◆ Provided data
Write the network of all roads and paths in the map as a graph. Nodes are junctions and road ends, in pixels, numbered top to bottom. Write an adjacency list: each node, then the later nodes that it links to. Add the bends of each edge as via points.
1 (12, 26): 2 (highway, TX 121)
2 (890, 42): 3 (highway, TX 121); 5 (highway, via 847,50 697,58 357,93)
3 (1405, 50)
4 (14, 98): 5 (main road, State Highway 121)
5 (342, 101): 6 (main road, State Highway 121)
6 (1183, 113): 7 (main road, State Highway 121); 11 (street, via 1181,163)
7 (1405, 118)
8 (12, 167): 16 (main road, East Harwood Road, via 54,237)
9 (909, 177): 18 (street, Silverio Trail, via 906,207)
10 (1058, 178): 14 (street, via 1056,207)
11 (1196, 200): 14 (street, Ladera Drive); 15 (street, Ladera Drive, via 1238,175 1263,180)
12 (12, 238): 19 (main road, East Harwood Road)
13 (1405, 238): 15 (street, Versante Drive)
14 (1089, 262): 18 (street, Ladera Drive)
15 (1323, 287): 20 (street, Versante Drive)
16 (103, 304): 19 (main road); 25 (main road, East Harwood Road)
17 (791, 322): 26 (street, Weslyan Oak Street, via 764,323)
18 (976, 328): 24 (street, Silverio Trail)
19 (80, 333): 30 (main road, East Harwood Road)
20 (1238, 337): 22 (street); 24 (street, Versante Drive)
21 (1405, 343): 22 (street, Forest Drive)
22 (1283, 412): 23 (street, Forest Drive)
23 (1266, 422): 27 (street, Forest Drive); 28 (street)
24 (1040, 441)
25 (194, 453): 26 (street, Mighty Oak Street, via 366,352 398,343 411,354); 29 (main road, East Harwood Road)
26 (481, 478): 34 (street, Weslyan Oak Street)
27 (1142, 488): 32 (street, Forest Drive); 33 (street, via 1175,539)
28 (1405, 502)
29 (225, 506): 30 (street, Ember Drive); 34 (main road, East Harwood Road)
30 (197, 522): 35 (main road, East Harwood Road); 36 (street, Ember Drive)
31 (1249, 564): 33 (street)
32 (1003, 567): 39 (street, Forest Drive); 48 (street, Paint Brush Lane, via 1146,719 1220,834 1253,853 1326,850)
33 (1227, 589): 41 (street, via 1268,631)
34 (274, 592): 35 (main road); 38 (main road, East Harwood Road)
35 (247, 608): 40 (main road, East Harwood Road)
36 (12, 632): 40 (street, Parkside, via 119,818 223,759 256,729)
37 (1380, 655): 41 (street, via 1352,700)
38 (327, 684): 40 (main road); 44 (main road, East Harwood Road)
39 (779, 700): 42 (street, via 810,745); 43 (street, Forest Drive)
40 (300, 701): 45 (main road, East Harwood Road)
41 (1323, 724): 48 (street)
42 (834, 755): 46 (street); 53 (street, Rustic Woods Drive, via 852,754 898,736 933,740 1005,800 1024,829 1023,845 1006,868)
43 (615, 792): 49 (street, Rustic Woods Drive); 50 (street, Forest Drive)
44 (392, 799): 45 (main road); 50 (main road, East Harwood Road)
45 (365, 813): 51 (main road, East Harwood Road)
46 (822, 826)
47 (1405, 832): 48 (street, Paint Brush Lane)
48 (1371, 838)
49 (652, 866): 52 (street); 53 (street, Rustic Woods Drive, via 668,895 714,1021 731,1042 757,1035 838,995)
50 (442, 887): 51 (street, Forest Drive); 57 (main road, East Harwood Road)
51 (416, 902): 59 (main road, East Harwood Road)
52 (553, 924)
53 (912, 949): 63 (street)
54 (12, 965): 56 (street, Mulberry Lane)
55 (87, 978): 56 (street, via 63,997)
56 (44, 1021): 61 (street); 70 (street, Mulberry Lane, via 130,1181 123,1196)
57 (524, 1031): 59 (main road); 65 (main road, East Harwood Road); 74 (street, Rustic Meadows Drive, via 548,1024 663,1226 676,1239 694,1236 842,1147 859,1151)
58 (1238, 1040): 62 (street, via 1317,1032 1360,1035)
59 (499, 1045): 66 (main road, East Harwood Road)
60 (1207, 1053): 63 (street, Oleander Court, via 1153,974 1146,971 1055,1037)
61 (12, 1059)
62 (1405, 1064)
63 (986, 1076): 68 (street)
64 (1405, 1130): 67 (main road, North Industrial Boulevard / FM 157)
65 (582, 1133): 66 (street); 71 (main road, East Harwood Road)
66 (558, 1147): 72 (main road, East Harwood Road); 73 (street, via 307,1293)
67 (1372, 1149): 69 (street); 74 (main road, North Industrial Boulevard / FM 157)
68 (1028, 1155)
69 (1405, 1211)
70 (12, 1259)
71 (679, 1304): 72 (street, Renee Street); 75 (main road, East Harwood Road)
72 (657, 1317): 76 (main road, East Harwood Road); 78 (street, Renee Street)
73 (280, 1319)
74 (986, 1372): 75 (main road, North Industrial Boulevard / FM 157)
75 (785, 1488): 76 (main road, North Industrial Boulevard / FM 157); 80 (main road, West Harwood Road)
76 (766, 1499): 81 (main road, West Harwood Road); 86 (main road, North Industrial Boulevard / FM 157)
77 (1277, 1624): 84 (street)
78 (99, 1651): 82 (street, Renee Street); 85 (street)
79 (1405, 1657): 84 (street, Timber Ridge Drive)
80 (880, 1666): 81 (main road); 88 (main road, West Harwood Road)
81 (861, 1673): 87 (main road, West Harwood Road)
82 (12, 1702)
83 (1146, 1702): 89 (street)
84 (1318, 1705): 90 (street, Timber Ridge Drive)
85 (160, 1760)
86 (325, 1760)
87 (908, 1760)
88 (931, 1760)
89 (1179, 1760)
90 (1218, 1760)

◆ Exercise instructions
Extract all of the data shown above and repeat it verbatim.

◆ Answer space
Write the network of all roads and paths in the map as a graph. Nodes are junctions and road ends, in pixels, numbered top to bottom. Write an adjacency list: each node, then the later nodes that it links to. Add the bends of each edge as via points.
1 (12, 26): 2 (highway, TX 121)
2 (890, 42): 3 (highway, TX 121); 5 (highway, via 847,50 697,58 357,93)
3 (1405, 50)
4 (14, 98): 5 (main road, State Highway 121)
5 (342, 101): 6 (main road, State Highway 121)
6 (1183, 113): 7 (main road, State Highway 121); 11 (street, via 1181,163)
7 (1405, 118)
8 (12, 167): 16 (main road, East Harwood Road, via 54,237)
9 (909, 177): 18 (street, Silverio Trail, via 906,207)
10 (1058, 178): 14 (street, via 1056,207)
11 (1196, 200): 14 (street, Ladera Drive); 15 (street, Ladera Drive, via 1238,175 1263,180)
12 (12, 238): 19 (main road, East Harwood Road)
13 (1405, 238): 15 (street, Versante Drive)
14 (1089, 262): 18 (street, Ladera Drive)
15 (1323, 287): 20 (street, Versante Drive)
16 (103, 304): 19 (main road); 25 (main road, East Harwood Road)
17 (791, 322): 26 (street, Weslyan Oak Street, via 764,323)
18 (976, 328): 24 (street, Silverio Trail)
19 (80, 333): 30 (main road, East Harwood Road)
20 (1238, 337): 22 (street); 24 (street, Versante Drive)
21 (1405, 343): 22 (street, Forest Drive)
22 (1283, 412): 23 (street, Forest Drive)
23 (1266, 422): 27 (street, Forest Drive); 28 (street)
24 (1040, 441)
25 (194, 453): 26 (street, Mighty Oak Street, via 366,352 398,343 411,354); 29 (main road, East Harwood Road)
26 (481, 478): 34 (street, Weslyan Oak Street)
27 (1142, 488): 32 (street, Forest Drive); 33 (street, via 1175,539)
28 (1405, 502)
29 (225, 506): 30 (street, Ember Drive); 34 (main road, East Harwood Road)
30 (197, 522): 35 (main road, East Harwood Road); 36 (street, Ember Drive)
31 (1249, 564): 33 (street)
32 (1003, 567): 39 (street, Forest Drive); 48 (street, Paint Brush Lane, via 1146,719 1220,834 1253,853 1326,850)
33 (1227, 589): 41 (street, via 1268,631)
34 (274, 592): 35 (main road); 38 (main road, East Harwood Road)
35 (247, 608): 40 (main road, East Harwood Road)
36 (12, 632): 40 (street, Parkside, via 119,818 223,759 256,729)
37 (1380, 655): 41 (street, via 1352,700)
38 (327, 684): 40 (main road); 44 (main road, East Harwood Road)
39 (779, 700): 42 (street, via 810,745); 43 (street, Forest Drive)
40 (300, 701): 45 (main road, East Harwood Road)
41 (1323, 724): 48 (street)
42 (834, 755): 46 (street); 53 (street, Rustic Woods Drive, via 852,754 898,736 933,740 1005,800 1024,829 1023,845 1006,868)
43 (615, 792): 49 (street, Rustic Woods Drive); 50 (street, Forest Drive)
44 (392, 799): 45 (main road); 50 (main road, East Harwood Road)
45 (365, 813): 51 (main road, East Harwood Road)
46 (822, 826)
47 (1405, 832): 48 (street, Paint Brush Lane)
48 (1371, 838)
49 (652, 866): 52 (street); 53 (street, Rustic Woods Drive, via 668,895 714,1021 731,1042 757,1035 838,995)
50 (442, 887): 51 (street, Forest Drive); 57 (main road, East Harwood Road)
51 (416, 902): 59 (main road, East Harwood Road)
52 (553, 924)
53 (912, 949): 63 (street)
54 (12, 965): 56 (street, Mulberry Lane)
55 (87, 978): 56 (street, via 63,997)
56 (44, 1021): 61 (street); 70 (street, Mulberry Lane, via 130,1181 123,1196)
57 (524, 1031): 59 (main road); 65 (main road, East Harwood Road); 74 (street, Rustic Meadows Drive, via 548,1024 663,1226 676,1239 694,1236 842,1147 859,1151)
58 (1238, 1040): 62 (street, via 1317,1032 1360,1035)
59 (499, 1045): 66 (main road, East Harwood Road)
60 (1207, 1053): 63 (street, Oleander Court, via 1153,974 1146,971 1055,1037)
61 (12, 1059)
62 (1405, 1064)
63 (986, 1076): 68 (street)
64 (1405, 1130): 67 (main road, North Industrial Boulevard / FM 157)
65 (582, 1133): 66 (street); 71 (main road, East Harwood Road)
66 (558, 1147): 72 (main road, East Harwood Road); 73 (street, via 307,1293)
67 (1372, 1149): 69 (street); 74 (main road, North Industrial Boulevard / FM 157)
68 (1028, 1155)
69 (1405, 1211)
70 (12, 1259)
71 (679, 1304): 72 (street, Renee Street); 75 (main road, East Harwood Road)
72 (657, 1317): 76 (main road, East Harwood Road); 78 (street, Renee Street)
73 (280, 1319)
74 (986, 1372): 75 (main road, North Industrial Boulevard / FM 157)
75 (785, 1488): 76 (main road, North Industrial Boulevard / FM 157); 80 (main road, West Harwood Road)
76 (766, 1499): 81 (main road, West Harwood Road); 86 (main road, North Industrial Boulevard / FM 157)
77 (1277, 1624): 84 (street)
78 (99, 1651): 82 (street, Renee Street); 85 (street)
79 (1405, 1657): 84 (street, Timber Ridge Drive)
80 (880, 1666): 81 (main road); 88 (main road, West Harwood Road)
81 (861, 1673): 87 (main road, West Harwood Road)
82 (12, 1702)
83 (1146, 1702): 89 (street)
84 (1318, 1705): 90 (street, Timber Ridge Drive)
85 (160, 1760)
86 (325, 1760)
87 (908, 1760)
88 (931, 1760)
89 (1179, 1760)
90 (1218, 1760)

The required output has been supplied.